*Try it*
Within the records that follow, find every line containing the string "anchor". Copy those lines.

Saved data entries
*** Begin section ***

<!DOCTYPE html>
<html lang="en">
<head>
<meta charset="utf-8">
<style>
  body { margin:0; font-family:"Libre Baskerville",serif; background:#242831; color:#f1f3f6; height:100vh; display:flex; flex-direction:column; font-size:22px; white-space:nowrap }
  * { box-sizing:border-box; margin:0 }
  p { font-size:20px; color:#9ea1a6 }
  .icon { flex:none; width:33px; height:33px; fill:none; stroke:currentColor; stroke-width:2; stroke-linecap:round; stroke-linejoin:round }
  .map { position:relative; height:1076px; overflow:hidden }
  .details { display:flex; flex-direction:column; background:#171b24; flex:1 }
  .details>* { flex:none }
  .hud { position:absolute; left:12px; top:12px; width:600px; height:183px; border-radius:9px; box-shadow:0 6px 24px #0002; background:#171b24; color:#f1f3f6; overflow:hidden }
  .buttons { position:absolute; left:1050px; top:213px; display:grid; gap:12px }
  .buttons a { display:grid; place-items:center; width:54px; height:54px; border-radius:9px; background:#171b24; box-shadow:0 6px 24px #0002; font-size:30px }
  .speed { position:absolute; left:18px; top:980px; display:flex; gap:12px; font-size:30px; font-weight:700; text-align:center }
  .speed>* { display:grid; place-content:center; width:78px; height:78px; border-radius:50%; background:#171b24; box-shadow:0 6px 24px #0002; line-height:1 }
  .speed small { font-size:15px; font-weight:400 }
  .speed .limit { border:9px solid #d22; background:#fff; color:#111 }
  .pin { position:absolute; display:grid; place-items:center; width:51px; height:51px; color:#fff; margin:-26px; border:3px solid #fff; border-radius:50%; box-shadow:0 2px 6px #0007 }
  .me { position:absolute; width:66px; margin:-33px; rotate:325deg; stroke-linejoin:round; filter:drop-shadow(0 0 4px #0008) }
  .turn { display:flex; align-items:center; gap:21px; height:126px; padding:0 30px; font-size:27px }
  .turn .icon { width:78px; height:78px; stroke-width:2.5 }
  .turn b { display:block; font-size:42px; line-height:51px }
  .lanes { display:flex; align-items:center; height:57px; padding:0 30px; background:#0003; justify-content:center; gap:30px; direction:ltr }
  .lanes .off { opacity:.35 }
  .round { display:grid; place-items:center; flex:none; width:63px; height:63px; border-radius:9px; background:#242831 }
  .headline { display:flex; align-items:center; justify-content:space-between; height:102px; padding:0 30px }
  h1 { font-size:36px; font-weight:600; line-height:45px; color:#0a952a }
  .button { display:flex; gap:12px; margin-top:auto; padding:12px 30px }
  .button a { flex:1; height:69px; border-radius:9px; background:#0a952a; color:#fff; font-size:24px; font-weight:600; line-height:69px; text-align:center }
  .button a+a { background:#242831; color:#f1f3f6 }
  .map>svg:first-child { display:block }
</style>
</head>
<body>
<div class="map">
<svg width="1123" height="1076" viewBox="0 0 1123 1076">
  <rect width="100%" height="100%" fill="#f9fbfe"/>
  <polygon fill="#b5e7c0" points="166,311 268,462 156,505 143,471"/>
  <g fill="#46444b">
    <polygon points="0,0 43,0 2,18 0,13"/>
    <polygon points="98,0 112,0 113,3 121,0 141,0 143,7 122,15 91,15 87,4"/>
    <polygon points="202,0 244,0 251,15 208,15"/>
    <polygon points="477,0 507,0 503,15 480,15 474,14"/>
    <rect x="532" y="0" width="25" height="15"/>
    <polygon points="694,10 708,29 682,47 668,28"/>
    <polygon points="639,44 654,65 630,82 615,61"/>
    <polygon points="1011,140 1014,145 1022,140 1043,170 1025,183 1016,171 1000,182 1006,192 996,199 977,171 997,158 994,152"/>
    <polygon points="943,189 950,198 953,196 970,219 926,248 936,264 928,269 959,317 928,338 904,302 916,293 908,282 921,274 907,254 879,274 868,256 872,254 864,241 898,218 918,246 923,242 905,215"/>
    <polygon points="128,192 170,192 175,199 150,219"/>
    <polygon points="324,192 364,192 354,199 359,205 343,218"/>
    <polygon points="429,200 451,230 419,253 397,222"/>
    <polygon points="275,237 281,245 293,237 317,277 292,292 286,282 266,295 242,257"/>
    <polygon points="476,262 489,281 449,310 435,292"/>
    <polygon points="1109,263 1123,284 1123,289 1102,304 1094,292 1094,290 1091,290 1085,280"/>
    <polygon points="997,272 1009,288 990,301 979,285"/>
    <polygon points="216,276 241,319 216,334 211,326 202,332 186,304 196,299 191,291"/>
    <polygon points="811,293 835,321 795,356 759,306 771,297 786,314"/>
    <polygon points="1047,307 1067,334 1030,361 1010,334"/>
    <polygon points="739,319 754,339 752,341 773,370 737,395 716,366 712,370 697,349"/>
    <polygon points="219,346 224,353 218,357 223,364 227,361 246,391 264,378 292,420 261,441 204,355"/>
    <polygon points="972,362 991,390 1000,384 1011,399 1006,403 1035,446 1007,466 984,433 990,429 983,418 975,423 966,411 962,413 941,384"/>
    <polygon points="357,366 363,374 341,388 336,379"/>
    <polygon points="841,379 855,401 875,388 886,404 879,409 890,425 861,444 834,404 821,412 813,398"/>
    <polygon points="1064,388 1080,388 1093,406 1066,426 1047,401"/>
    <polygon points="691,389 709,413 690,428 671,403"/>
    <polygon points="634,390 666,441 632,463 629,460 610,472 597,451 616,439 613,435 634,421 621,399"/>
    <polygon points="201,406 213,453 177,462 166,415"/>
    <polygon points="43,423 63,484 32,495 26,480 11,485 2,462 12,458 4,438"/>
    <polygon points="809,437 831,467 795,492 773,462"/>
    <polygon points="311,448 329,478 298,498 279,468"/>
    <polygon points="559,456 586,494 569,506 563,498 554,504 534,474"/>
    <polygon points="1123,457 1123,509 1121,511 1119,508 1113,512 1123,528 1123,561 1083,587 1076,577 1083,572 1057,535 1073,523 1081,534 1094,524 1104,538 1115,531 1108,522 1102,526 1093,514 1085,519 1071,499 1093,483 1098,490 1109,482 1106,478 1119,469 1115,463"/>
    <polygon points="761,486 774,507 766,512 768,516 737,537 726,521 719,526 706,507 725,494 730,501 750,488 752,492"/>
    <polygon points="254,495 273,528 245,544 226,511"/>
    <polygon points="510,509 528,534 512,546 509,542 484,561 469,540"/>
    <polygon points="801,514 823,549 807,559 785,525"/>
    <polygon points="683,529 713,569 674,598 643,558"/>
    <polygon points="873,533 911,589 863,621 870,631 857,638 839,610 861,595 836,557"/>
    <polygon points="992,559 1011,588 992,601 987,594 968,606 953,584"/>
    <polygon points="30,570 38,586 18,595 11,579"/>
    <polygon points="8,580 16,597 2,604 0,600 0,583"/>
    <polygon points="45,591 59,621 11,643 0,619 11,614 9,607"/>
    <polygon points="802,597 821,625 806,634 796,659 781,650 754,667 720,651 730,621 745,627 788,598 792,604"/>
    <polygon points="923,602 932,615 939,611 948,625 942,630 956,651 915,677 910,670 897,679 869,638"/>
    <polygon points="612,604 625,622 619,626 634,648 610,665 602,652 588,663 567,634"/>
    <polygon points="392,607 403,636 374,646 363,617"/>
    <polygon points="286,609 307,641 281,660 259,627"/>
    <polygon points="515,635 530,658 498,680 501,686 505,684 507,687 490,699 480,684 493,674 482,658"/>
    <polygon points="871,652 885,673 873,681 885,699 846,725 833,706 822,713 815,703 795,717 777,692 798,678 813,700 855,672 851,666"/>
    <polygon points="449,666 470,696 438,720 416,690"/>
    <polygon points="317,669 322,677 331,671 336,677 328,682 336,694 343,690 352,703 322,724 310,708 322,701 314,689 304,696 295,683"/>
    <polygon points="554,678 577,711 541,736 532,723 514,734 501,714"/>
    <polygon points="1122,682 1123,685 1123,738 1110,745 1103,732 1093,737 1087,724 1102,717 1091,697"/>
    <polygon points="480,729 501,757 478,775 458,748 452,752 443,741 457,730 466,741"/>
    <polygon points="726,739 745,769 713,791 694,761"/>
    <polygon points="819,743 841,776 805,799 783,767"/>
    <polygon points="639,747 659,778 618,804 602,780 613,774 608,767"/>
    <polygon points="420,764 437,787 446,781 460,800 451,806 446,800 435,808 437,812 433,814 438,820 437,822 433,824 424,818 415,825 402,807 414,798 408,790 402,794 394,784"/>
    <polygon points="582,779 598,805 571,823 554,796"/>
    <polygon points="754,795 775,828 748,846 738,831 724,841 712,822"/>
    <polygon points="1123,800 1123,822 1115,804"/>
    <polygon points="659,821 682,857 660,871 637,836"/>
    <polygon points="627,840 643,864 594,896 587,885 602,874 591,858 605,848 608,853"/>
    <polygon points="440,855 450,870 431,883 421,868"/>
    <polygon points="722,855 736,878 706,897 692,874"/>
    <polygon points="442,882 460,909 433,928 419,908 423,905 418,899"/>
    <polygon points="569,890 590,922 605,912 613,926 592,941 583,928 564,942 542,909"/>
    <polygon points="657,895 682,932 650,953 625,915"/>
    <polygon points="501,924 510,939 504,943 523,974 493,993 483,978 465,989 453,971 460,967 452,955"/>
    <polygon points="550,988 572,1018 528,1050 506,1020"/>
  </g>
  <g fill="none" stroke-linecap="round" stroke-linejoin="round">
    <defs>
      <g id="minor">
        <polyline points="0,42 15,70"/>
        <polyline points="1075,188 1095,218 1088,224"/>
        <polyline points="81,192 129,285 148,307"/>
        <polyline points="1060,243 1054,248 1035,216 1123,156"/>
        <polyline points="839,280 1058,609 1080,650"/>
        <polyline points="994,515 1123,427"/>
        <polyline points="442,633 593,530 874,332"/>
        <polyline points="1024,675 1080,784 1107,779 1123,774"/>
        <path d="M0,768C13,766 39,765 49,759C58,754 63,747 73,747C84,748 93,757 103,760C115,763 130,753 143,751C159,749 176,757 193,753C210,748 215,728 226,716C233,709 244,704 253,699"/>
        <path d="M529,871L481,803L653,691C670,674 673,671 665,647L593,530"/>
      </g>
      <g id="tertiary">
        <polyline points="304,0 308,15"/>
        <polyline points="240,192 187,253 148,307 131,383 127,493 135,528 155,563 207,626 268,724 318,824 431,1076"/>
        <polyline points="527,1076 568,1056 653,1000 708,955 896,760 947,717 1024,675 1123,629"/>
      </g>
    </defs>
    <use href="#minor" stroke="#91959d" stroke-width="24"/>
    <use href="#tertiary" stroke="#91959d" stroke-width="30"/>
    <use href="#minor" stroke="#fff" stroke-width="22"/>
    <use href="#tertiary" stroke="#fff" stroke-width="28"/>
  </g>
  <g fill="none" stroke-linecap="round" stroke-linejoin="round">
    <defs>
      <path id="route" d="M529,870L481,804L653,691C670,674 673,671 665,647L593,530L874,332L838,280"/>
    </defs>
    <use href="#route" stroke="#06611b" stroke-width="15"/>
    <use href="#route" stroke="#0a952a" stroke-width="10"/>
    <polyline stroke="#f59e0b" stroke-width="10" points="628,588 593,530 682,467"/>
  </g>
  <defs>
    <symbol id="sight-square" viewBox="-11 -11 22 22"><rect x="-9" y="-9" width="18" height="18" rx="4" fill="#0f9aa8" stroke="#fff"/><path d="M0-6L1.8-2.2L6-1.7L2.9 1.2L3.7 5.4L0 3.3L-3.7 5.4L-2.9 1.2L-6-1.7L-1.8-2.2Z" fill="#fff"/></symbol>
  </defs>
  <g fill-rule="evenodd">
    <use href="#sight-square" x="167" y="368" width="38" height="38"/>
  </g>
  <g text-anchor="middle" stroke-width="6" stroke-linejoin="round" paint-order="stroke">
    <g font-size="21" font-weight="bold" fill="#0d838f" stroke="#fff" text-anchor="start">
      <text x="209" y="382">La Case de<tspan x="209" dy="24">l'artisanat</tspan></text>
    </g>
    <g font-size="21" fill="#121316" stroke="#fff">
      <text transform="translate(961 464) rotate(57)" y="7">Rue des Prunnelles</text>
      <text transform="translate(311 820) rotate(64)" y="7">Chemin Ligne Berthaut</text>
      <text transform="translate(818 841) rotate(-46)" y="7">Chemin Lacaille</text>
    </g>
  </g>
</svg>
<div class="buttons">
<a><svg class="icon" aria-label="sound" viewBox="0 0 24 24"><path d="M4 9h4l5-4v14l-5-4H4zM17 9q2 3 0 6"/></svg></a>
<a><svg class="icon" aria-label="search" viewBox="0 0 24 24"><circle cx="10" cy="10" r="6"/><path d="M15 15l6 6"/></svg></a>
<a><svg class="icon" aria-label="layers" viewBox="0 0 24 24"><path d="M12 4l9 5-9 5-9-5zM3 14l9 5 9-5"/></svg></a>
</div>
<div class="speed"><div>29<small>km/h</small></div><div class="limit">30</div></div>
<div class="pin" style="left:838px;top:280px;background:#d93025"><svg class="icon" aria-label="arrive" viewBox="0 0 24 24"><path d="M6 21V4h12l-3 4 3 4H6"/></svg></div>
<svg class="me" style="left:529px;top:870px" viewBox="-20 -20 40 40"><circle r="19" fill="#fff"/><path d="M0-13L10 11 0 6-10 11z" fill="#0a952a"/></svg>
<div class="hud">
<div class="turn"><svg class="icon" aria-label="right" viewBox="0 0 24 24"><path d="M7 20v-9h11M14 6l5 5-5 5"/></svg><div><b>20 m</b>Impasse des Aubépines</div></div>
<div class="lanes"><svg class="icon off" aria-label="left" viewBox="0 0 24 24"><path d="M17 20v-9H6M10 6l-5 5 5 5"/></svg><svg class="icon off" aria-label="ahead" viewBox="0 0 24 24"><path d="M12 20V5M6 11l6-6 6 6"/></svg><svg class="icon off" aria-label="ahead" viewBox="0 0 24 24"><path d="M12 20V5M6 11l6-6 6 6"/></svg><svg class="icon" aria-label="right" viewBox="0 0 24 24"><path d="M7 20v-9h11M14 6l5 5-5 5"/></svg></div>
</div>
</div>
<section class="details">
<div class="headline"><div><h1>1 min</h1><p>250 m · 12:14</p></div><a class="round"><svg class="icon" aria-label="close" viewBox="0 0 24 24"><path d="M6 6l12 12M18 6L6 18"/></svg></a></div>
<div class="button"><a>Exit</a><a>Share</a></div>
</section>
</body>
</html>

*** End section ***

*Reply to the task*
  <g text-anchor="middle" stroke-width="6" stroke-linejoin="round" paint-order="stroke">
    <g font-size="21" font-weight="bold" fill="#0d838f" stroke="#fff" text-anchor="start">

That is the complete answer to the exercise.